## WORK ORDER
Hand back the entries exactly as written, minus every picture.

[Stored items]
◆ ◆ ◆ ◆ ◆

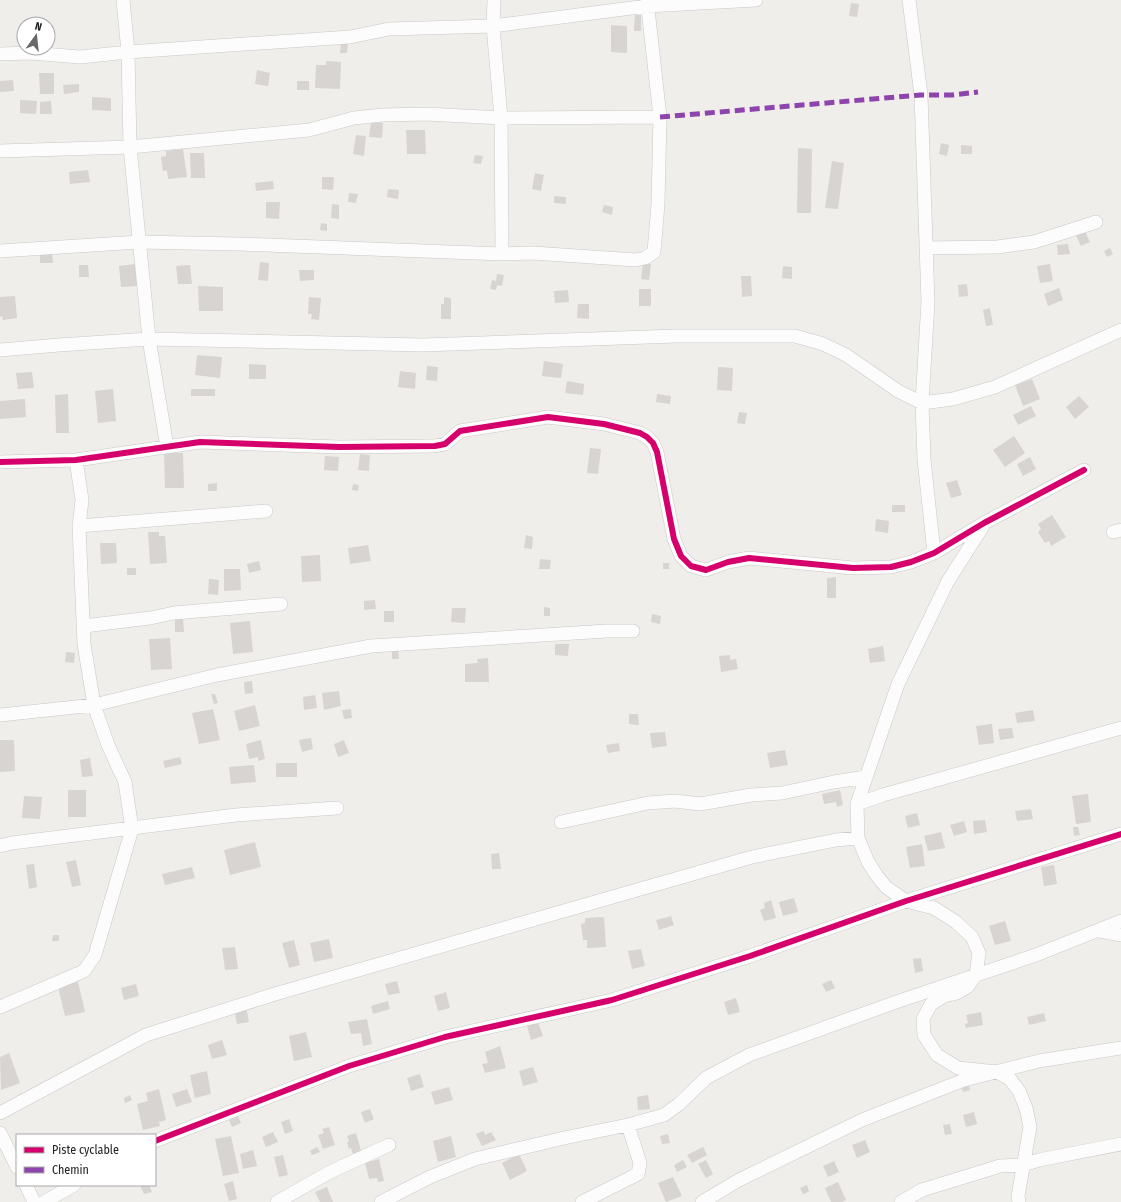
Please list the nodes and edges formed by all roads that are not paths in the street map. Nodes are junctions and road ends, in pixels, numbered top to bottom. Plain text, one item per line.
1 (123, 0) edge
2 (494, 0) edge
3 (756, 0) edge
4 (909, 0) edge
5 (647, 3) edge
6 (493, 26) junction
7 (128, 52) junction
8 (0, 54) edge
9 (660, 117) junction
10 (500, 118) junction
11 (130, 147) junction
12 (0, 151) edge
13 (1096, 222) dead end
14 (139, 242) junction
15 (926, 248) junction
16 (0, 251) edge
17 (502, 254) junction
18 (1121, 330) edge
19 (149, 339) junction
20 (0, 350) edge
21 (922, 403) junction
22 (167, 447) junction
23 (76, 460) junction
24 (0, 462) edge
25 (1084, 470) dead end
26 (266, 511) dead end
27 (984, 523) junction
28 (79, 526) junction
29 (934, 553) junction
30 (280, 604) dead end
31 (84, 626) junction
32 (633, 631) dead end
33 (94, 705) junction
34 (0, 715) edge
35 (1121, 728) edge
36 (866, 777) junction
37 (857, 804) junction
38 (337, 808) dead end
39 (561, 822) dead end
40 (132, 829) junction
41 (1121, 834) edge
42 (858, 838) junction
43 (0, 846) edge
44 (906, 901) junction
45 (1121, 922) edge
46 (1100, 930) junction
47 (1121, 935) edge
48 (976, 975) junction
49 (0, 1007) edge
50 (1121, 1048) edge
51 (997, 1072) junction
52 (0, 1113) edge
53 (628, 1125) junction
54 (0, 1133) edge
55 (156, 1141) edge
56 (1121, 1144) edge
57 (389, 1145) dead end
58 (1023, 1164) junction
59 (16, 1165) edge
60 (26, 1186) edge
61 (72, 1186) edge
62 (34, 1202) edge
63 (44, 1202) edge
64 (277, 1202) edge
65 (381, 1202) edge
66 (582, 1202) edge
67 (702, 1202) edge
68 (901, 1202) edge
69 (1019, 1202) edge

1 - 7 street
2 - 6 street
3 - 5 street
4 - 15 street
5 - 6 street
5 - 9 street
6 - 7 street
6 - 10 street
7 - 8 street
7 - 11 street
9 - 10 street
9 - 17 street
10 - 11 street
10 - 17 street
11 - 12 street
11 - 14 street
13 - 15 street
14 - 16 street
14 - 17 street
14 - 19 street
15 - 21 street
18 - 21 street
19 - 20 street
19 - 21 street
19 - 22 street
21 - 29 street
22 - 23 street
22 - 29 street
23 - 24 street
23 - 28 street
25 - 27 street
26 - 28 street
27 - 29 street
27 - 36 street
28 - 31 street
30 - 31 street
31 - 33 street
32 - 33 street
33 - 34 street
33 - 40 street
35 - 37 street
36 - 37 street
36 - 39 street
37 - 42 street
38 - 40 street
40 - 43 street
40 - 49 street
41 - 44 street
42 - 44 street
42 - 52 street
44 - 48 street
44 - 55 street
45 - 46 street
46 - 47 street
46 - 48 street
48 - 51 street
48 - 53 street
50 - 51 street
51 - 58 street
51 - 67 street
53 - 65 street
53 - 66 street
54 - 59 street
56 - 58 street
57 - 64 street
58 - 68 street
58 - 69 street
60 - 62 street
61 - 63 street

◆ ◆ ◆ ◆ ◆

## RESULT OF THIS EXERCISE
Please list the nodes and edges formed by all roads that are not paths in the street map. Nodes are junctions and road ends, in pixels, numbered top to bottom. Plain text, one item per line.
1 (123, 0) edge
2 (494, 0) edge
3 (756, 0) edge
4 (909, 0) edge
5 (647, 3) edge
6 (493, 26) junction
7 (128, 52) junction
8 (0, 54) edge
9 (660, 117) junction
10 (500, 118) junction
11 (130, 147) junction
12 (0, 151) edge
13 (1096, 222) dead end
14 (139, 242) junction
15 (926, 248) junction
16 (0, 251) edge
17 (502, 254) junction
18 (1121, 330) edge
19 (149, 339) junction
20 (0, 350) edge
21 (922, 403) junction
22 (167, 447) junction
23 (76, 460) junction
24 (0, 462) edge
25 (1084, 470) dead end
26 (266, 511) dead end
27 (984, 523) junction
28 (79, 526) junction
29 (934, 553) junction
30 (280, 604) dead end
31 (84, 626) junction
32 (633, 631) dead end
33 (94, 705) junction
34 (0, 715) edge
35 (1121, 728) edge
36 (866, 777) junction
37 (857, 804) junction
38 (337, 808) dead end
39 (561, 822) dead end
40 (132, 829) junction
41 (1121, 834) edge
42 (858, 838) junction
43 (0, 846) edge
44 (906, 901) junction
45 (1121, 922) edge
46 (1100, 930) junction
47 (1121, 935) edge
48 (976, 975) junction
49 (0, 1007) edge
50 (1121, 1048) edge
51 (997, 1072) junction
52 (0, 1113) edge
53 (628, 1125) junction
54 (0, 1133) edge
55 (156, 1141) edge
56 (1121, 1144) edge
57 (389, 1145) dead end
58 (1023, 1164) junction
59 (16, 1165) edge
60 (26, 1186) edge
61 (72, 1186) edge
62 (34, 1202) edge
63 (44, 1202) edge
64 (277, 1202) edge
65 (381, 1202) edge
66 (582, 1202) edge
67 (702, 1202) edge
68 (901, 1202) edge
69 (1019, 1202) edge

1 - 7 street
2 - 6 street
3 - 5 street
4 - 15 street
5 - 6 street
5 - 9 street
6 - 7 street
6 - 10 street
7 - 8 street
7 - 11 street
9 - 10 street
9 - 17 street
10 - 11 street
10 - 17 street
11 - 12 street
11 - 14 street
13 - 15 street
14 - 16 street
14 - 17 street
14 - 19 street
15 - 21 street
18 - 21 street
19 - 20 street
19 - 21 street
19 - 22 street
21 - 29 street
22 - 23 street
22 - 29 street
23 - 24 street
23 - 28 street
25 - 27 street
26 - 28 street
27 - 29 street
27 - 36 street
28 - 31 street
30 - 31 street
31 - 33 street
32 - 33 street
33 - 34 street
33 - 40 street
35 - 37 street
36 - 37 street
36 - 39 street
37 - 42 street
38 - 40 street
40 - 43 street
40 - 49 street
41 - 44 street
42 - 44 street
42 - 52 street
44 - 48 street
44 - 55 street
45 - 46 street
46 - 47 street
46 - 48 street
48 - 51 street
48 - 53 street
50 - 51 street
51 - 58 street
51 - 67 street
53 - 65 street
53 - 66 street
54 - 59 street
56 - 58 street
57 - 64 street
58 - 68 street
58 - 69 street
60 - 62 street
61 - 63 street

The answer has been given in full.